* Supplied entries:
═══

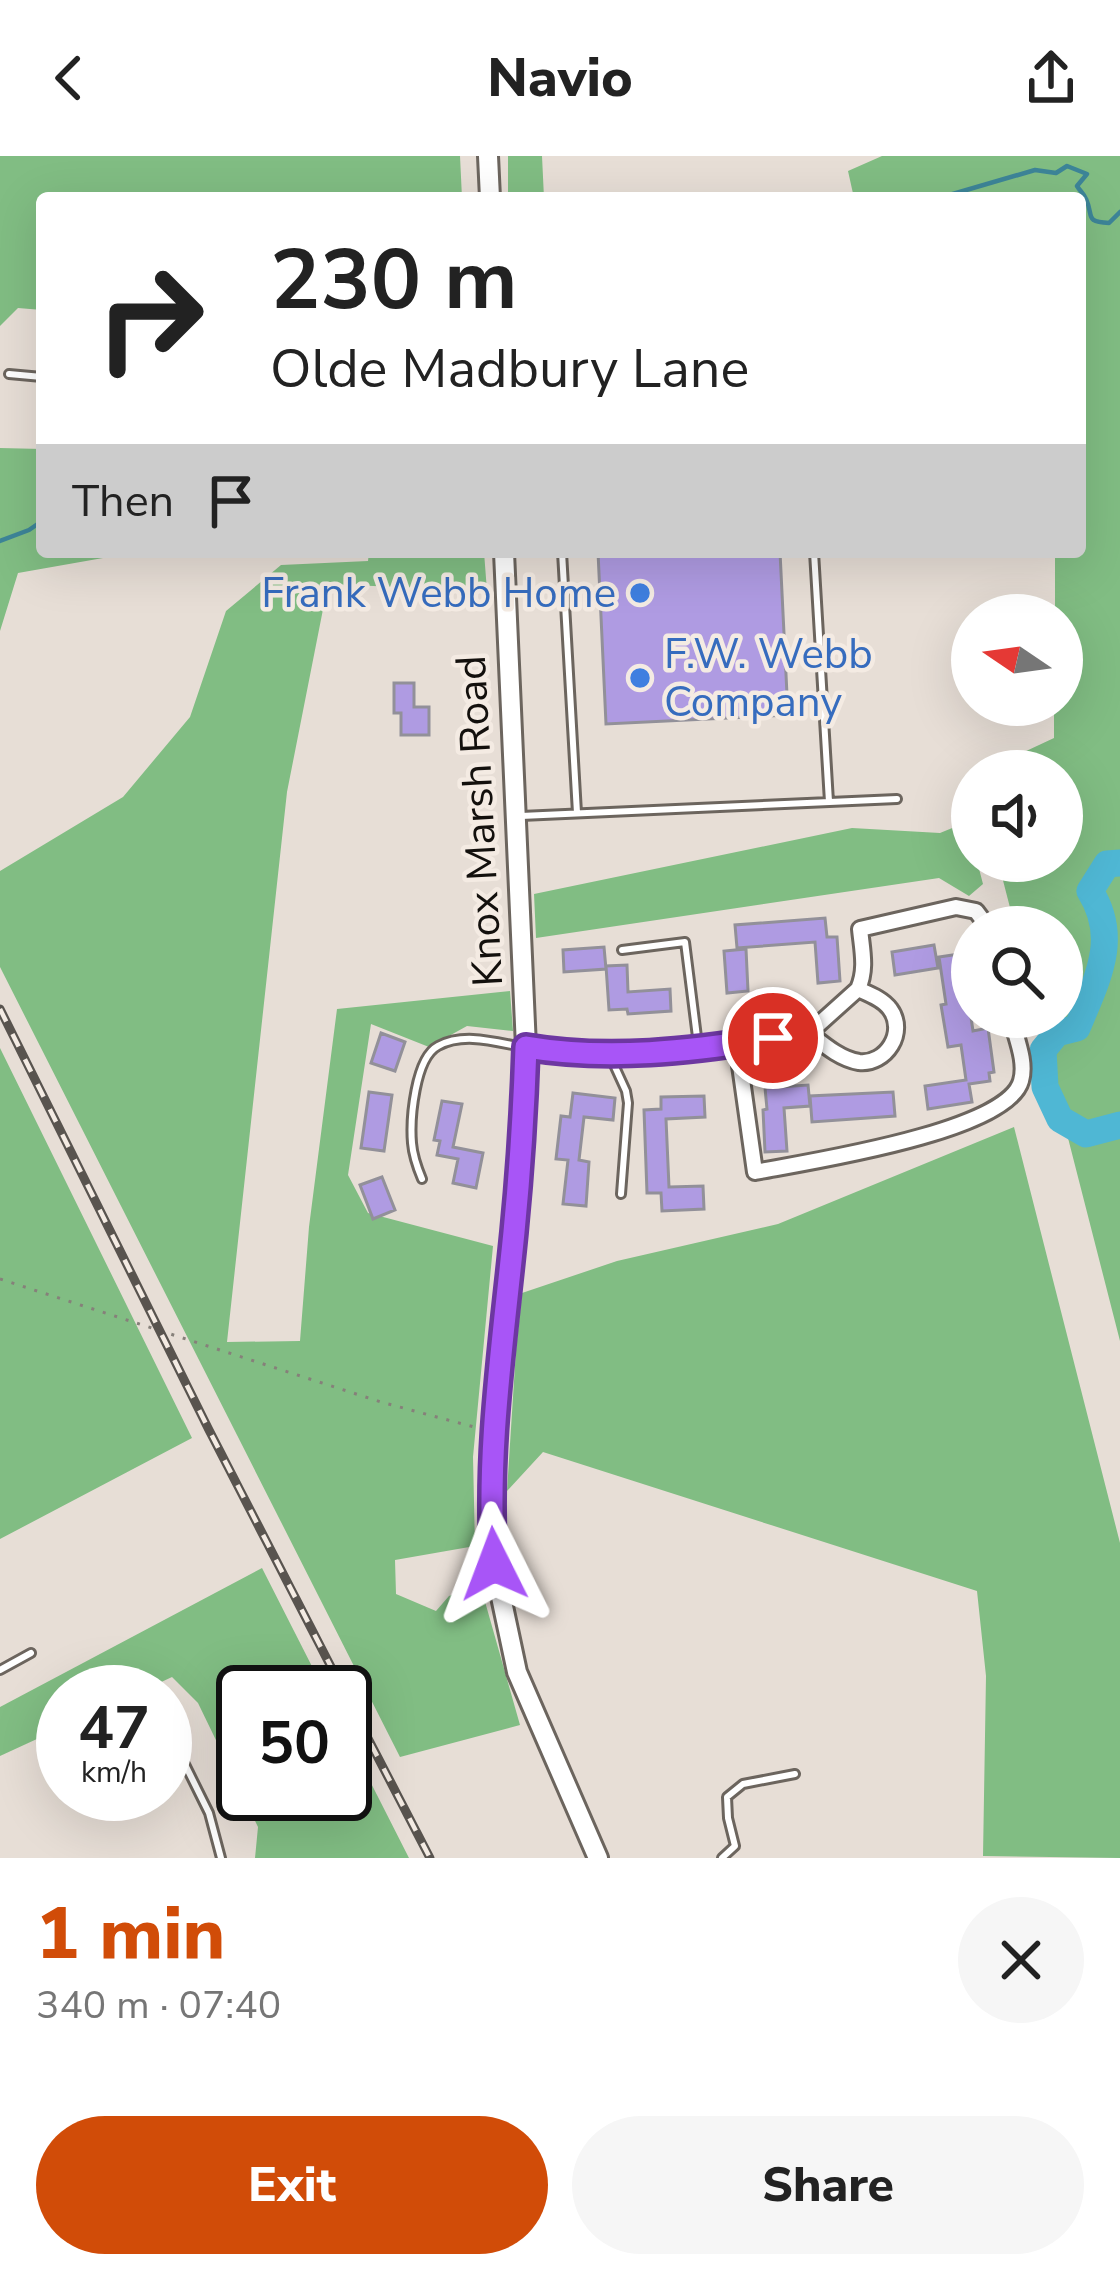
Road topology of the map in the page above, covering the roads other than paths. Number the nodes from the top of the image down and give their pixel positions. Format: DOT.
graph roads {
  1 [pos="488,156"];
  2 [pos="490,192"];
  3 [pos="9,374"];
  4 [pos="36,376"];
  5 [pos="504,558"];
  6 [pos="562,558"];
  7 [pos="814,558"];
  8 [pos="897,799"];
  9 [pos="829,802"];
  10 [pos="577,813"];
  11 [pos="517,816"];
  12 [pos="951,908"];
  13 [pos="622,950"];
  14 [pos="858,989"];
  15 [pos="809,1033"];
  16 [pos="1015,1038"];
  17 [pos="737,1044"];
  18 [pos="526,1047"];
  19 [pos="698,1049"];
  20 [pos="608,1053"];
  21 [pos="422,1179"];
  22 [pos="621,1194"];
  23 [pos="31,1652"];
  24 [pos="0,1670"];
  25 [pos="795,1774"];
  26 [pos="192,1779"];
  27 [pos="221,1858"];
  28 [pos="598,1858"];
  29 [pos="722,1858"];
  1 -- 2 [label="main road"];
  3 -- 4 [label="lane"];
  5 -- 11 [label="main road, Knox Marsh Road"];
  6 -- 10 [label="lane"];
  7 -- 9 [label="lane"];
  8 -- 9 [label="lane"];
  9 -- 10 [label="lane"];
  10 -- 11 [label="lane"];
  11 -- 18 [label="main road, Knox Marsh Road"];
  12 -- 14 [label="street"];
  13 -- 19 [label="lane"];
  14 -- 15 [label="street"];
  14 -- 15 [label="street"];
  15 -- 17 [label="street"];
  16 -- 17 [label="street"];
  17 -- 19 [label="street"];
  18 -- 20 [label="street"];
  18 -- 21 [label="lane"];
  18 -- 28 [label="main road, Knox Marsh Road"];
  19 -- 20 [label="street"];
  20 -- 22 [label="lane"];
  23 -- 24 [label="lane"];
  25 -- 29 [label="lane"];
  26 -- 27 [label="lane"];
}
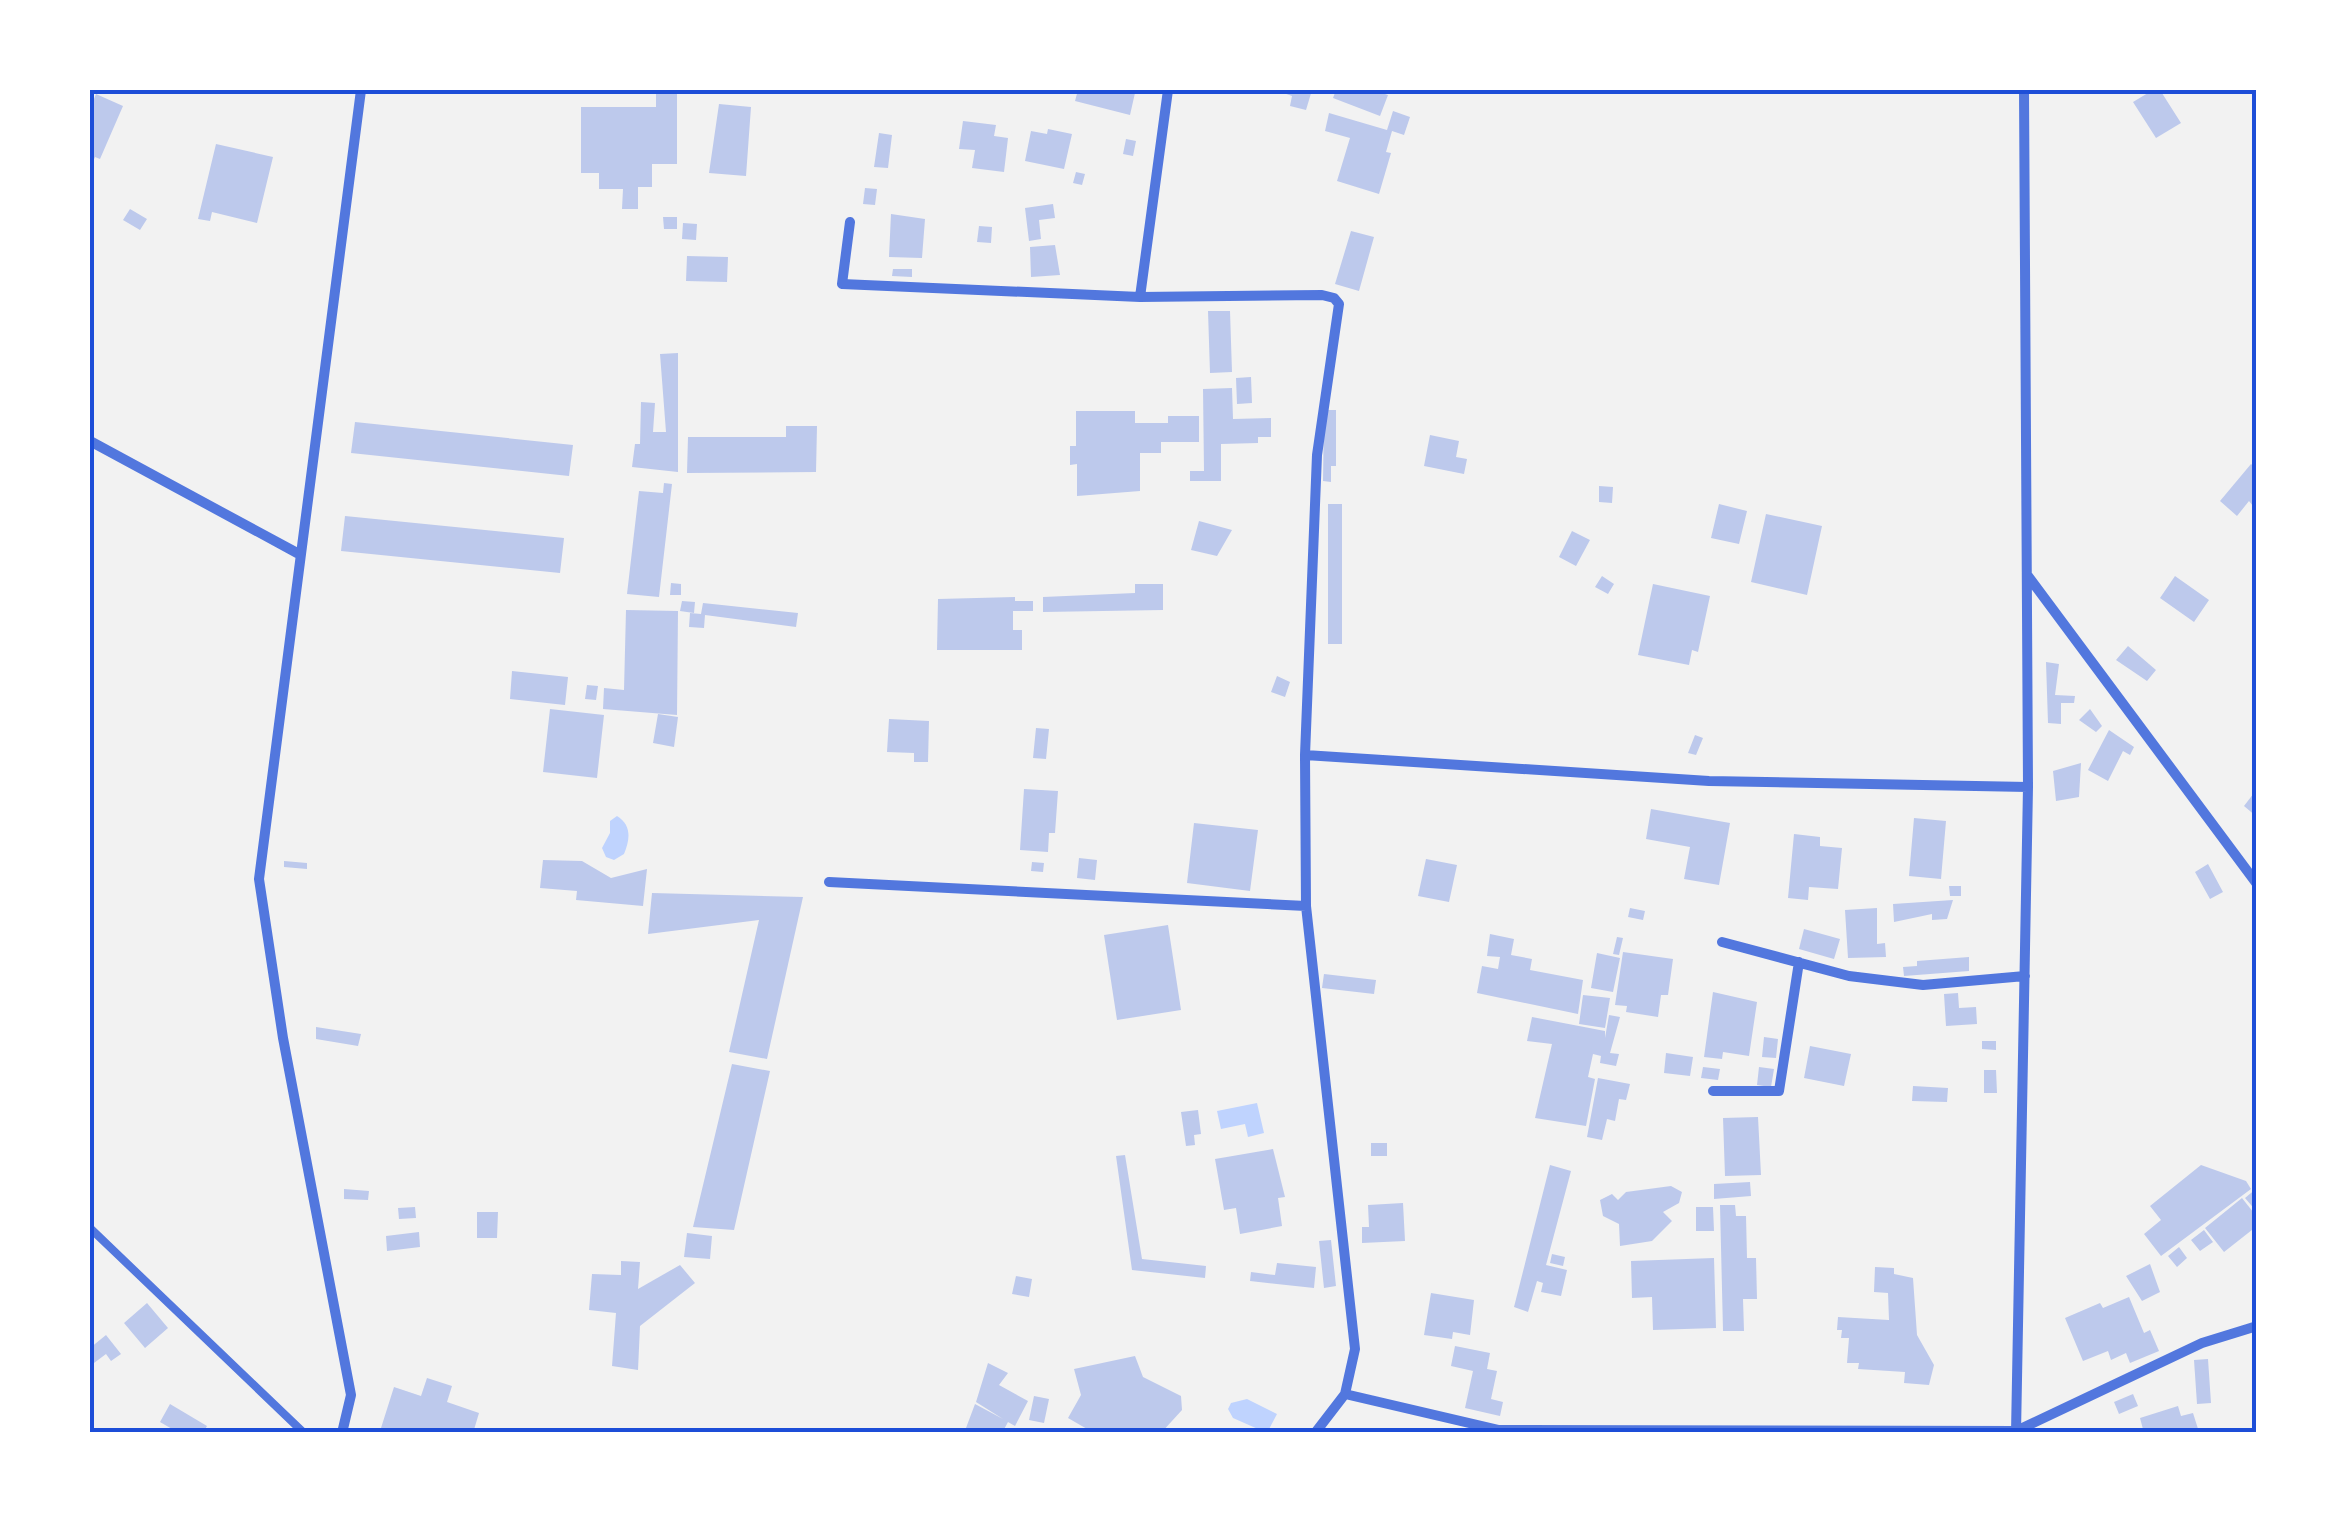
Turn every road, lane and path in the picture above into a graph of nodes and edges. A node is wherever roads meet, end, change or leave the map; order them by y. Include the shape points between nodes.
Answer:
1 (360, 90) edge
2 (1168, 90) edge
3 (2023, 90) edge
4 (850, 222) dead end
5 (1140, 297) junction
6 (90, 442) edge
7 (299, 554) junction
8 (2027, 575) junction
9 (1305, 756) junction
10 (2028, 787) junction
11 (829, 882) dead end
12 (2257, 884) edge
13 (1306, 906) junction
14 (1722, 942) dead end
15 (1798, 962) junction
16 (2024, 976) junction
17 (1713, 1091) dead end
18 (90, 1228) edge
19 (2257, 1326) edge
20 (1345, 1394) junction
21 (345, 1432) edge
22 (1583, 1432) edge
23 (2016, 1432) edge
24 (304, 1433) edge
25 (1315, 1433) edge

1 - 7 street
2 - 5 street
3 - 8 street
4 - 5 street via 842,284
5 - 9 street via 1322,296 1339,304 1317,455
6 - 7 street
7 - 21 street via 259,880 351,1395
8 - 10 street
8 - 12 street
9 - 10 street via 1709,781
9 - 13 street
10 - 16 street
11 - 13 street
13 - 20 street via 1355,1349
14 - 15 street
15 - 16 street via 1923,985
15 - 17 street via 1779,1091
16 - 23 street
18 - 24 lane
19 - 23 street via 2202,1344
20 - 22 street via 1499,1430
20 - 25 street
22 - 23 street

═══

* What the task requires: Say how many lines of the entries above include the string "Marsh", giving the number and nothing else.

* Response to this task: 3